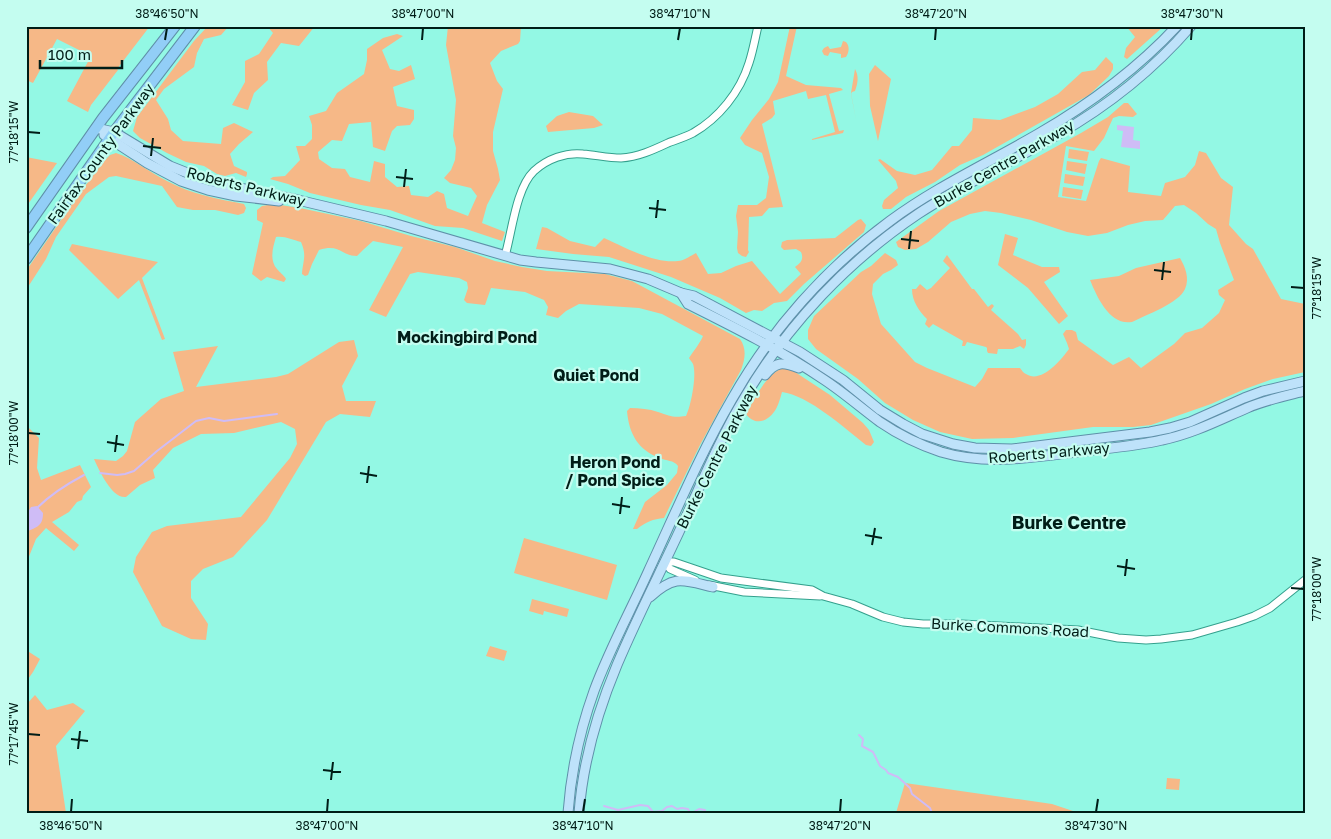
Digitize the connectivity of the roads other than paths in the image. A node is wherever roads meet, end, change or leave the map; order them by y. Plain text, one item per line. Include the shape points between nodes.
1 (175, 26) edge
2 (195, 26) edge
3 (758, 26) edge
4 (1177, 26) edge
5 (1191, 26) edge
6 (96, 128) junction
7 (112, 136) junction
8 (26, 228) edge
9 (877, 231) junction
10 (884, 239) junction
11 (505, 256) junction
12 (26, 259) edge
13 (769, 341) junction
14 (779, 346) junction
15 (824, 380) junction
16 (1305, 381) edge
17 (1305, 392) edge
18 (733, 418) junction
19 (655, 557) junction
20 (665, 562) junction
21 (1305, 580) edge
22 (713, 586) junction
23 (823, 596) junction
24 (646, 601) junction
25 (568, 813) edge
26 (579, 813) edge

1 - 6 highway, Fairfax County Parkway
2 - 7 highway, Fairfax County Parkway
3 - 11 street via 749,63 738,88 717,114 694,132 632,157 568,154 548,161 533,172 520,194
4 - 9 main road, Burke Centre Parkway via 1127,73 1084,105 933,192
5 - 10 main road, Burke Centre Parkway via 1134,82 1078,122 944,198
6 - 7 main road, Roberts Parkway
6 - 8 highway, Fairfax County Parkway
7 - 11 main road, Roberts Parkway via 163,173 193,185 236,196 331,208
7 - 12 highway, Fairfax County Parkway
9 - 10 main road
9 - 13 main road, Burke Centre Parkway via 822,280
10 - 14 main road, Burke Centre Parkway via 826,292
11 - 13 main road, Roberts Parkway via 610,269 648,279 701,299
13 - 14 main road, Roberts Parkway
13 - 19 main road, Burke Centre Parkway via 717,425
14 - 15 main road, Roberts Parkway
14 - 16 main road, Roberts Parkway via 824,366 880,410 922,434 975,448 1012,449 1170,428 1264,391
14 - 18 main road, Burke Centre Parkway
15 - 17 main road, Roberts Parkway via 910,440 944,452 987,460 1038,457 1163,440 1202,428 1266,401
15 - 18 main road via 790,365 777,364 769,369
18 - 20 main road, Burke Centre Parkway
19 - 20 main road
19 - 25 main road, Burke Centre Parkway via 594,692 577,752
20 - 22 street, Burke Commons Road via 670,569
20 - 23 street, Burke Commons Road via 721,578 802,588
20 - 24 main road, Burke Centre Parkway
21 - 23 street, Burke Commons Road via 1270,608 1254,616 1199,633 1146,640 1078,630 903,622
22 - 23 street, Burke Commons Road via 744,592
22 - 24 main road via 673,581
24 - 26 main road, Burke Centre Parkway via 598,712 588,751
-=-=-
**YOUR GOAL:** Should a picture appear among the entries, skip it and copy the rest exactly.

**RESULT OF THE EXERCISE:**
Digitize the connectivity of the roads other than paths in the image. A node is wherever roads meet, end, change or leave the map; order them by y. Plain text, one item per line. Include the shape points between nodes.
1 (175, 26) edge
2 (195, 26) edge
3 (758, 26) edge
4 (1177, 26) edge
5 (1191, 26) edge
6 (96, 128) junction
7 (112, 136) junction
8 (26, 228) edge
9 (877, 231) junction
10 (884, 239) junction
11 (505, 256) junction
12 (26, 259) edge
13 (769, 341) junction
14 (779, 346) junction
15 (824, 380) junction
16 (1305, 381) edge
17 (1305, 392) edge
18 (733, 418) junction
19 (655, 557) junction
20 (665, 562) junction
21 (1305, 580) edge
22 (713, 586) junction
23 (823, 596) junction
24 (646, 601) junction
25 (568, 813) edge
26 (579, 813) edge

1 - 6 highway, Fairfax County Parkway
2 - 7 highway, Fairfax County Parkway
3 - 11 street via 749,63 738,88 717,114 694,132 632,157 568,154 548,161 533,172 520,194
4 - 9 main road, Burke Centre Parkway via 1127,73 1084,105 933,192
5 - 10 main road, Burke Centre Parkway via 1134,82 1078,122 944,198
6 - 7 main road, Roberts Parkway
6 - 8 highway, Fairfax County Parkway
7 - 11 main road, Roberts Parkway via 163,173 193,185 236,196 331,208
7 - 12 highway, Fairfax County Parkway
9 - 10 main road
9 - 13 main road, Burke Centre Parkway via 822,280
10 - 14 main road, Burke Centre Parkway via 826,292
11 - 13 main road, Roberts Parkway via 610,269 648,279 701,299
13 - 14 main road, Roberts Parkway
13 - 19 main road, Burke Centre Parkway via 717,425
14 - 15 main road, Roberts Parkway
14 - 16 main road, Roberts Parkway via 824,366 880,410 922,434 975,448 1012,449 1170,428 1264,391
14 - 18 main road, Burke Centre Parkway
15 - 17 main road, Roberts Parkway via 910,440 944,452 987,460 1038,457 1163,440 1202,428 1266,401
15 - 18 main road via 790,365 777,364 769,369
18 - 20 main road, Burke Centre Parkway
19 - 20 main road
19 - 25 main road, Burke Centre Parkway via 594,692 577,752
20 - 22 street, Burke Commons Road via 670,569
20 - 23 street, Burke Commons Road via 721,578 802,588
20 - 24 main road, Burke Centre Parkway
21 - 23 street, Burke Commons Road via 1270,608 1254,616 1199,633 1146,640 1078,630 903,622
22 - 23 street, Burke Commons Road via 744,592
22 - 24 main road via 673,581
24 - 26 main road, Burke Centre Parkway via 598,712 588,751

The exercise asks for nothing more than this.